Premièrement, il est très difficile de savoir ce qui se passe dans l'esprit d'une autre personne. Est-ce que flirter un signal que les rapports sexuels est ok maintenant ou juste une invitation à commencer à sortir avec la possibilité de rapports sexuels à un moment ultérieur? Est-ce une norme sociale ou sage pour les hommes d'être plus dominant en «encourageant» les femmes à s'engager sexuellement avec elles et les femmes à être plus soumises et à se conformer? La pornographie sur Internet favorise certainement cette vision des relations sexuelles.
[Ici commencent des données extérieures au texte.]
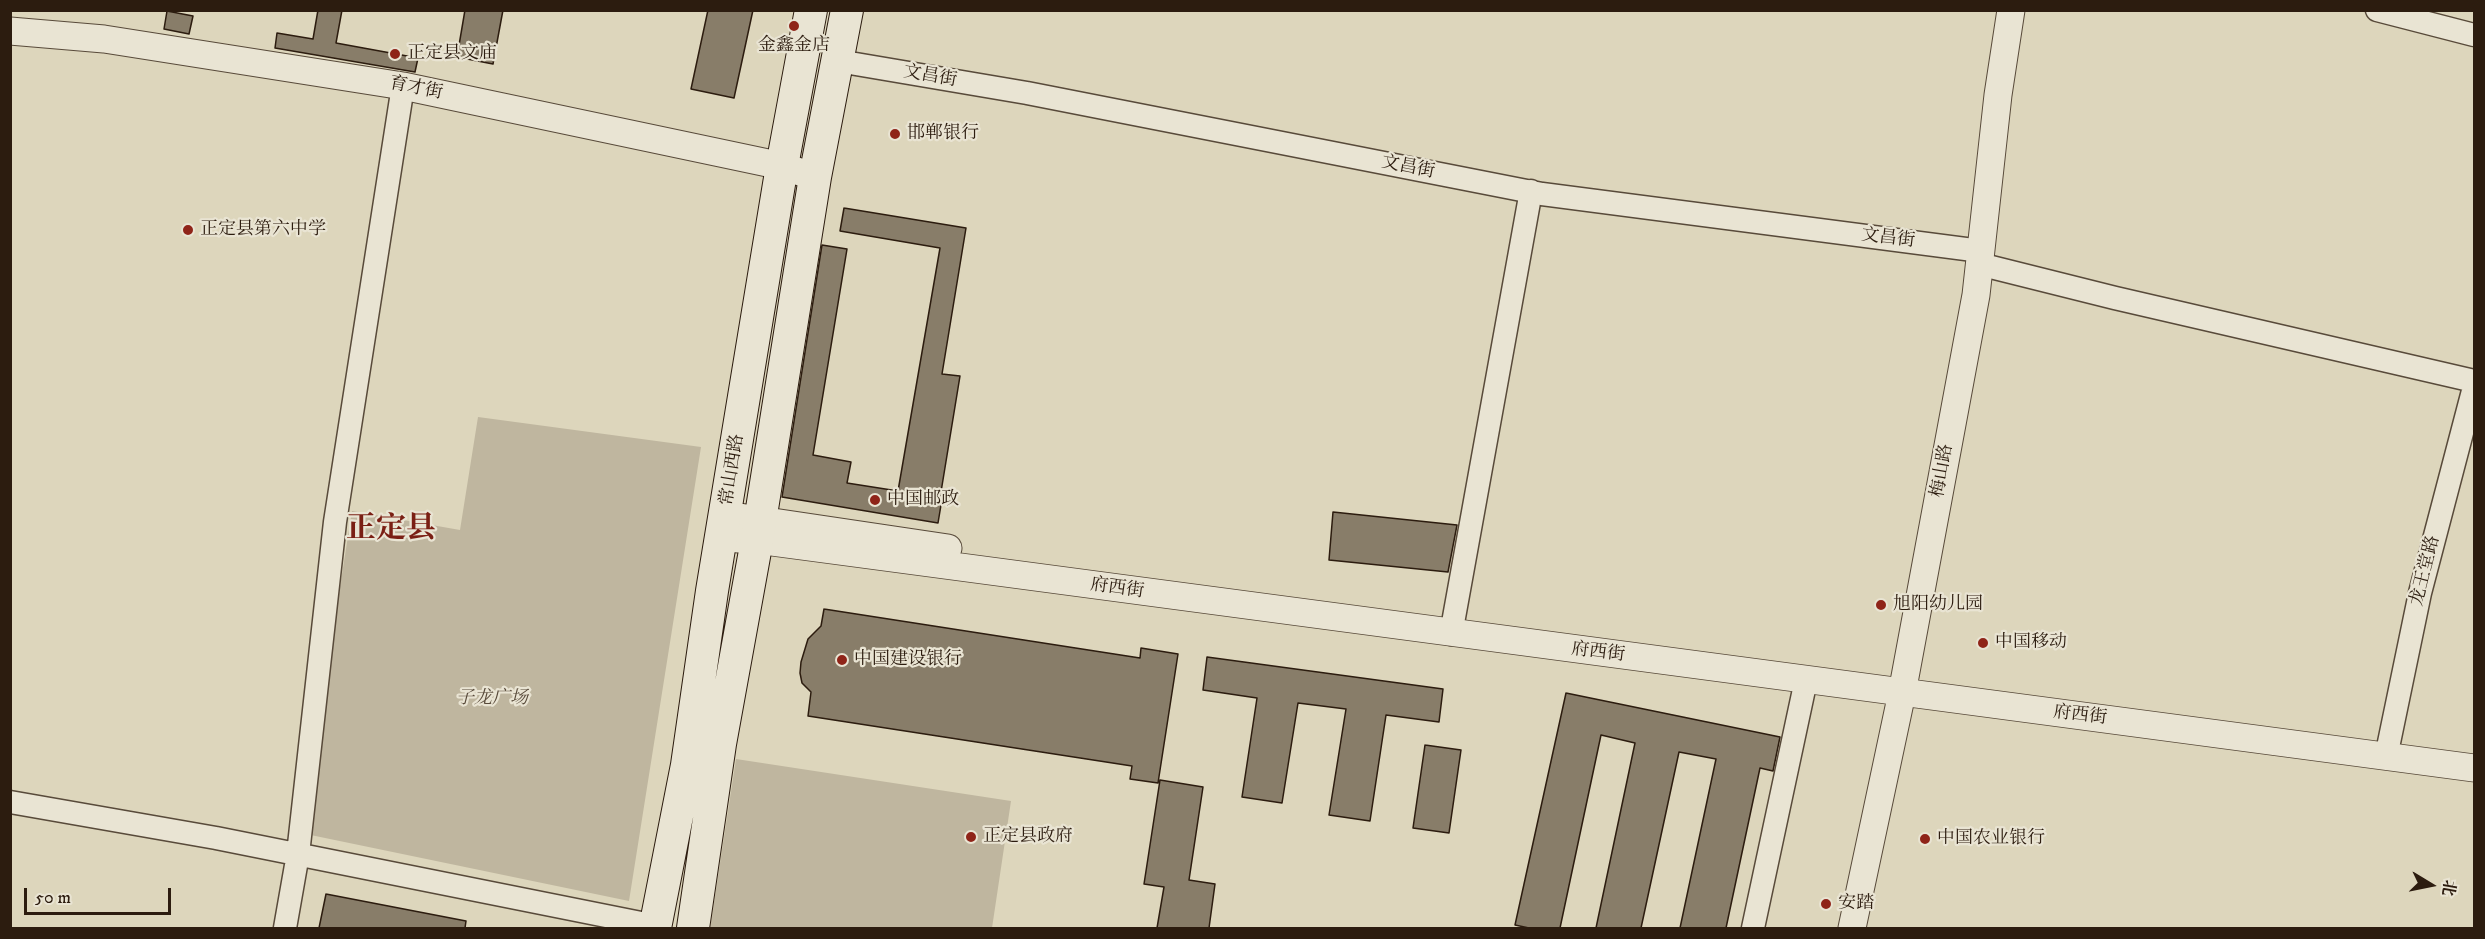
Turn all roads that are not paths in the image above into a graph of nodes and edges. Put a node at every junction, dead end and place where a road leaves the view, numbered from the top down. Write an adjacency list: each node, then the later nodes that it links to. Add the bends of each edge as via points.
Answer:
1 (811, 10): 9 (main road, 常山西路)
2 (847, 10): 7 (main road, 常山西路)
3 (2011, 10): 12 (street, 梅山路)
4 (2377, 10): 6 (street)
5 (10, 31): 8 (street, 育才街, via 104,39)
6 (2475, 35)
7 (838, 61): 10 (main road, 常山西路); 11 (street, 文昌街, via 1027,93)
8 (403, 86): 9 (street, 育才街); 24 (street, via 335,522)
9 (782, 166): 10 (street, 育才街); 15 (main road, 常山西路)
10 (815, 177): 16 (main road, 常山西路)
11 (1531, 192): 12 (street, 文昌街); 17 (street)
12 (1980, 258): 13 (street, 文昌街, via 2115,298); 19 (street, 梅山路)
13 (2475, 381)
14 (2475, 387): 20 (street, 龙王堂路, via 2420,593)
15 (724, 526): 16 (street, 府西街); 25 (main road, 常山西路, via 687,765)
16 (759, 530): 17 (street, 府西街); 27 (main road, 常山西路, via 720,744)
17 (1453, 625): 18 (street, 府西街); 19 (street)
18 (1806, 680): 19 (street, 府西街); 28 (street)
19 (1904, 684): 20 (street); 29 (street, 梅山路)
20 (2388, 748): 21 (street); 22 (street)
21 (2475, 750)
22 (2475, 768)
23 (10, 802): 24 (street)
24 (298, 854): 25 (street); 26 (street)
25 (656, 927)
26 (285, 928)
27 (693, 928)
28 (1753, 928)
29 (1851, 928)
Deuxièmement, les actes sexuels sont généralement commis en privé sans témoins. Cela signifie que s’il ya un différend quant à ce qui s’est passé, un jury doit essentiellement choisir le récit d’une personne plutôt que de l’autre. Ils doivent généralement déduire de la preuve de ce qui s’est passé dans la période qui a précédé l’incident de ce que les parties auraient pu penser. Comment se comportaient-ils lors d'une soirée ou dans un pub ou la nature de leur relation antérieure, le cas échéant? Si la relation a été menée uniquement sur Internet, cela peut être plus difficile à prouver.
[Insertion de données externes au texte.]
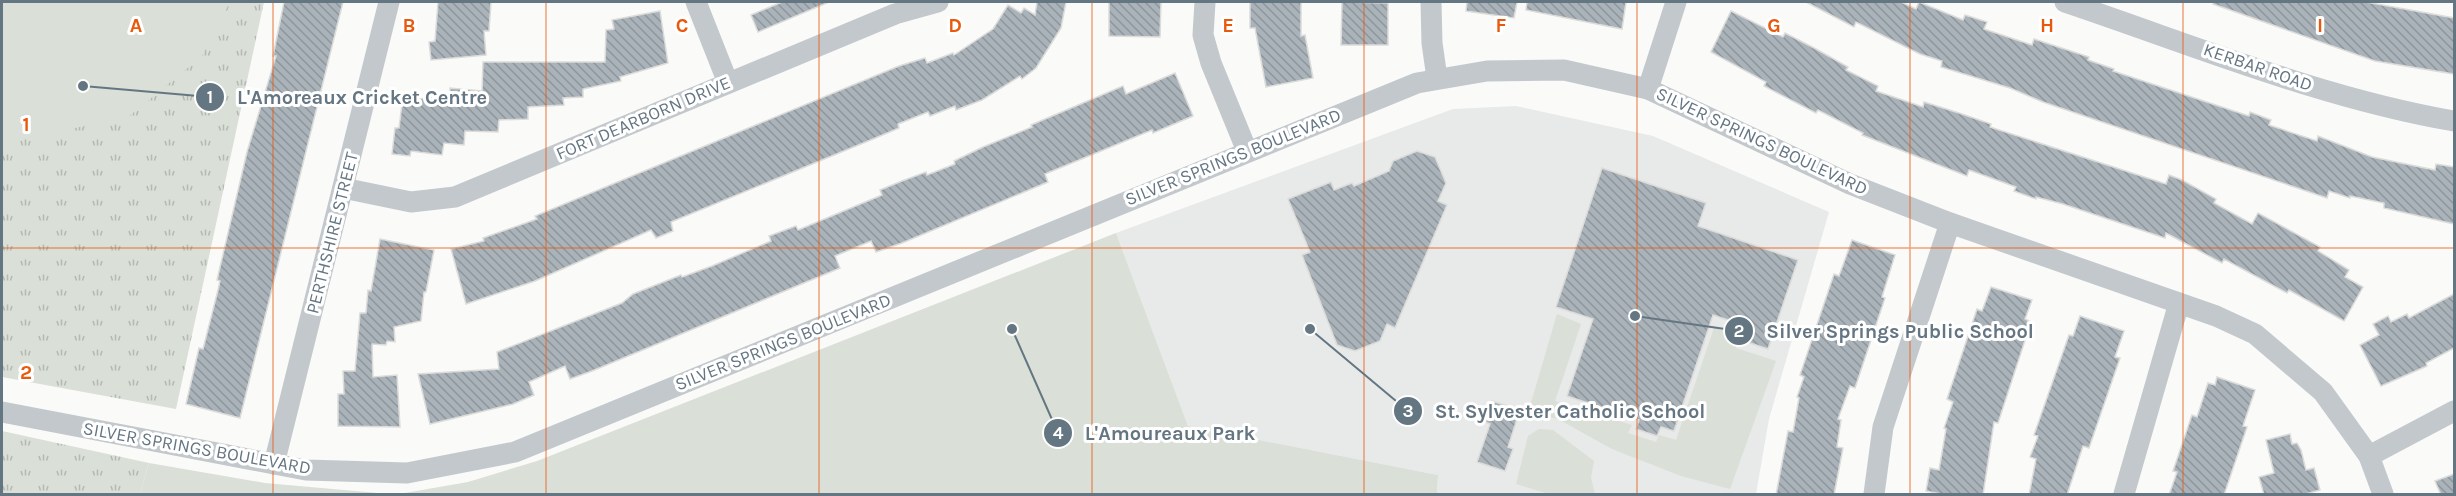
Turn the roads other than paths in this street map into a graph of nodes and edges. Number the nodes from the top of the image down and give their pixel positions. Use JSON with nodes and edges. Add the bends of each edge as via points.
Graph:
{"nodes":[{"id":1,"x":389,"y":2,"type":"edge"},
{"id":2,"x":696,"y":2,"type":"edge"},
{"id":3,"x":938,"y":2,"type":"edge"},
{"id":4,"x":1205,"y":2,"type":"edge"},
{"id":5,"x":1431,"y":2,"type":"edge"},
{"id":6,"x":1676,"y":2,"type":"edge"},
{"id":7,"x":2065,"y":2,"type":"edge"},
{"id":8,"x":1437,"y":78,"type":"junction"},
{"id":9,"x":728,"y":82,"type":"junction"},
{"id":10,"x":1648,"y":89,"type":"junction"},
{"id":11,"x":2454,"y":121,"type":"edge"},
{"id":12,"x":1247,"y":151,"type":"junction"},
{"id":13,"x":343,"y":188,"type":"junction"},
{"id":14,"x":1950,"y":223,"type":"junction"},
{"id":15,"x":2179,"y":303,"type":"junction"},
{"id":16,"x":2454,"y":411,"type":"edge"},
{"id":17,"x":2,"y":412,"type":"edge"},
{"id":18,"x":2369,"y":456,"type":"junction"},
{"id":19,"x":274,"y":464,"type":"junction"},
{"id":20,"x":1874,"y":495,"type":"edge"},
{"id":21,"x":2124,"y":495,"type":"edge"},
{"id":22,"x":2383,"y":495,"type":"edge"}],
"edges":[{"from":1,"to":13,"type":"street","name":"PERTHSHIRE STREET"},
{"from":2,"to":9,"type":"street"},
{"from":3,"to":9,"type":"street","name":"FORT DEARBORN DRIVE","via":[[895,15]]},
{"from":4,"to":12,"type":"street","via":[[1203,35]]},
{"from":5,"to":8,"type":"street"},
{"from":6,"to":10,"type":"street"},
{"from":7,"to":11,"type":"street","name":"KERBAR ROAD","via":[[2299,82],[2372,104]]},
{"from":8,"to":10,"type":"street","name":"SILVER SPRINGS BOULEVARD","via":[[1487,71],[1563,70]]},
{"from":8,"to":12,"type":"street","name":"SILVER SPRINGS BOULEVARD"},
{"from":9,"to":13,"type":"street","name":"FORT DEARBORN DRIVE","via":[[455,197],[411,202]]},
{"from":10,"to":14,"type":"street","name":"SILVER SPRINGS BOULEVARD","via":[[1843,181]]},
{"from":12,"to":19,"type":"street","name":"SILVER SPRINGS BOULEVARD","via":[[515,452],[407,472],[306,470]]},
{"from":13,"to":19,"type":"street","name":"PERTHSHIRE STREET"},
{"from":14,"to":15,"type":"street","name":"SILVER SPRINGS BOULEVARD"},
{"from":14,"to":20,"type":"street","via":[[1883,427]]},
{"from":15,"to":18,"type":"street","name":"SILVER SPRINGS BOULEVARD","via":[[2255,334],[2323,393]]},
{"from":15,"to":21,"type":"street"},
{"from":16,"to":18,"type":"street"},
{"from":17,"to":19,"type":"street","name":"SILVER SPRINGS BOULEVARD"},
{"from":18,"to":22,"type":"street","name":"SILVER SPRINGS BOULEVARD"}]}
Troisièmement, en raison de la détresse qui peut résulter d'une agression sexuelle, le souvenir des faits du plaignant et les commentaires ou déclarations faits peu de temps après peuvent varier. Cela peut rendre difficile pour les autres de savoir ce qui s'est réellement passé. La situation est rendue encore plus difficile lorsque l'alcool ou les drogues ont été consommés.
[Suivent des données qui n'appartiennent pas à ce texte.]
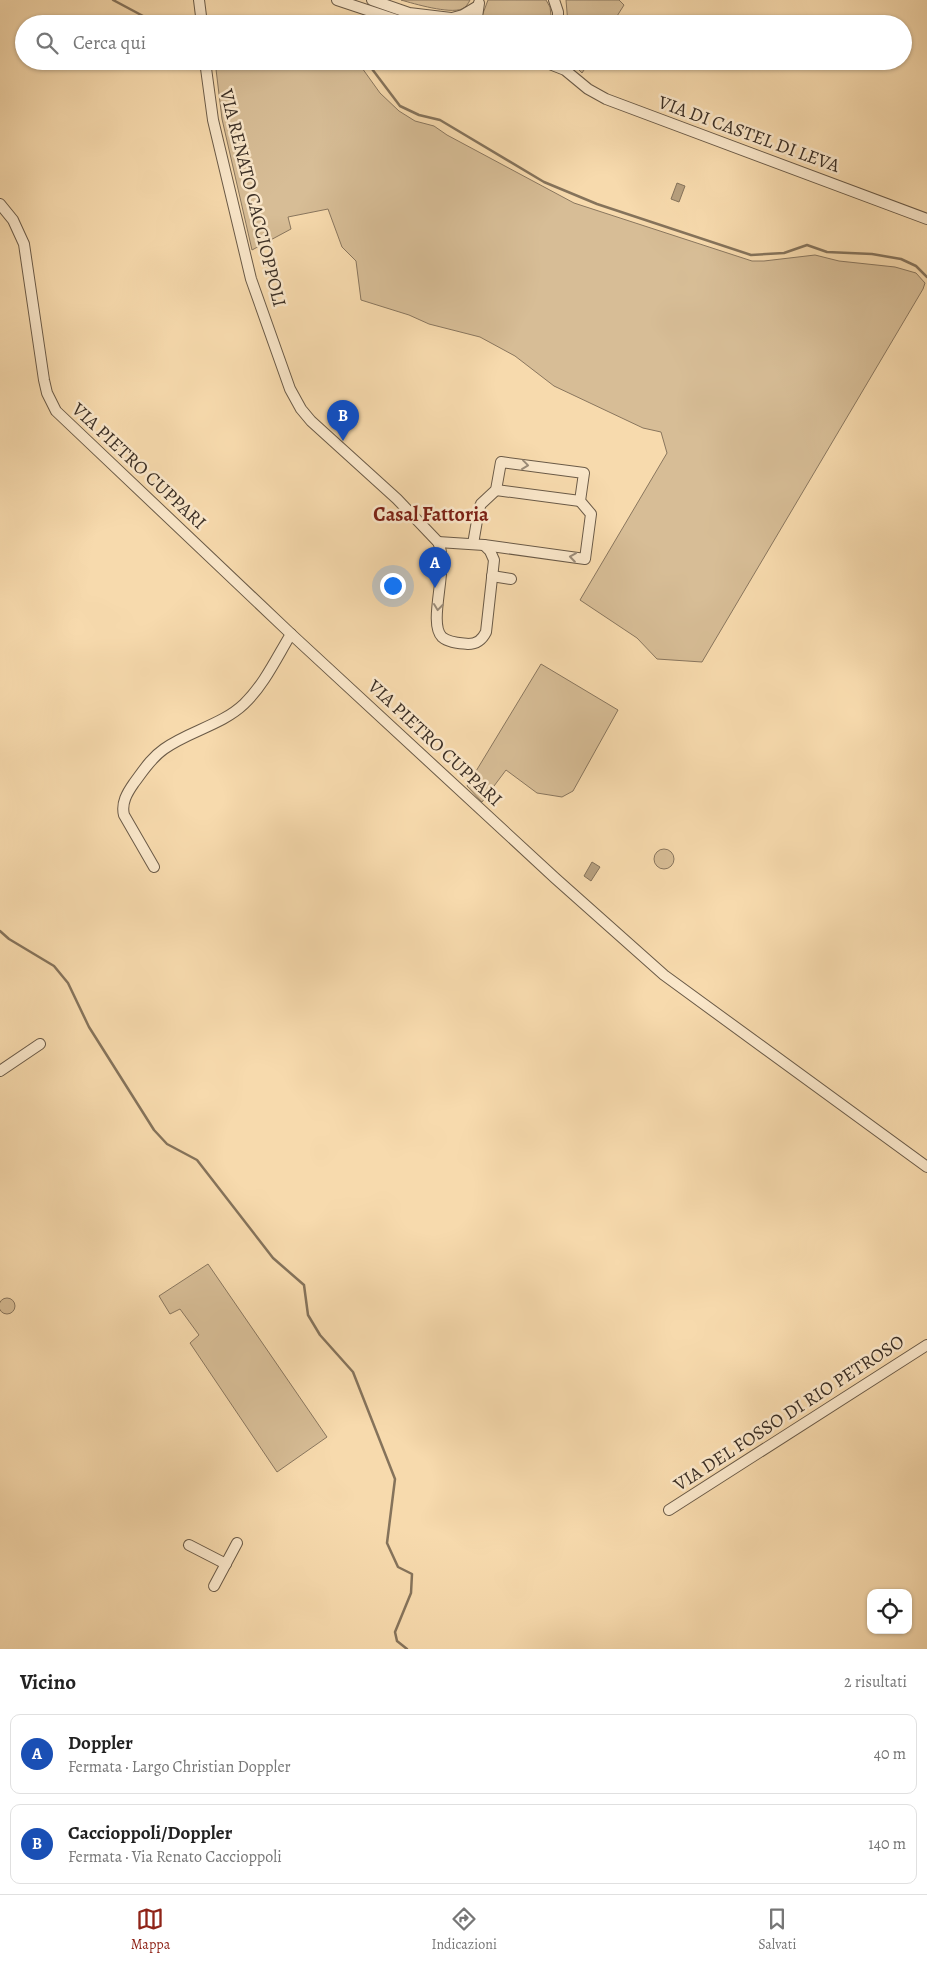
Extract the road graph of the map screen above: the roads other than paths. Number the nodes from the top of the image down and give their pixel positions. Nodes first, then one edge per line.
1 (199, 0) edge
2 (336, 0) edge
3 (372, 0) edge
4 (555, 1) edge
5 (480, 2) edge
6 (201, 15) edge
7 (382, 15) edge
8 (426, 15) edge
9 (463, 15) edge
10 (478, 15) edge
11 (557, 15) edge
12 (206, 70) edge
13 (568, 70) edge
14 (0, 204) edge
15 (927, 218) edge
16 (496, 490) junction
17 (580, 501) junction
18 (438, 542) junction
19 (473, 544) junction
20 (484, 545) junction
21 (492, 576) junction
22 (510, 579) dead end
23 (291, 634) junction
24 (154, 867) dead end
25 (40, 1044) dead end
26 (0, 1071) edge
27 (927, 1167) edge
28 (927, 1345) edge
29 (669, 1510) dead end
30 (237, 1543) dead end
31 (189, 1545) dead end
32 (226, 1564) junction
33 (214, 1586) dead end

1 - 6 street
2 - 7 street
3 - 8 street
4 - 11 street
5 - 9 street
5 - 10 street
12 - 18 street, VIA RENATO CACCIOPPOLI
13 - 15 street, VIA DI CASTEL DI LEVA
14 - 23 street, VIA PIETRO CUPPARI
16 - 17 street
16 -> 17 street
16 - 19 street
17 -> 20 street
18 - 19 street
18 -> 21 street
19 - 20 street
20 - 21 street
21 - 22 street
23 - 24 street
23 - 27 street, VIA PIETRO CUPPARI
25 - 26 street
28 - 29 street, VIA DEL FOSSO DI RIO PETROSO
30 - 32 street
31 - 32 street
32 - 33 street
Le défi pour les adolescents est que la partie émotionnelle du cerveau les accélère vers les sensations sexuelles, la prise de risque et l'expérimentation, tandis que la partie rationnelle du cerveau qui aide à freiner les comportements à risque n'a pas encore été pleinement développée. Cela est d'autant plus difficile lorsque de l'alcool ou des drogues se mêlent. Dans la mesure du possible, les jeunes hommes devraient demander un «consentement actif» aux relations sexuelles et veiller à ne pas croire que le consentement a été donné lorsqu'un partenaire est en état d'ébriété. Pour enseigner cela aux enfants, montrez ce drôle dessin animé sur le consentement à une tasse de thé. C'est très intelligent et aide à faire passer le message.

Le consentement implicite est une forme controversée de consentement qui n'est pas expressément accordé par une personne, mais plutôt déduit des actions d'une personne et des faits et circonstances d'une situation particulière (ou dans certains cas, par le silence ou l'inaction d'une personne). Dans le passé, un couple qui se mariait était réputé avoir donné un «consentement implicite» pour avoir des rapports sexuels entre eux, une doctrine qui interdisait la poursuite d'un conjoint pour viol. Cette doctrine est maintenant considérée comme obsolète dans la plupart des pays. La dépendance à la pornographie peut toutefois conduire certains hommes à aller extrêmement loin pour forcer les femmes à se livrer à des actes sexuels sans leur consentement. Voir cette histoire d'Australie.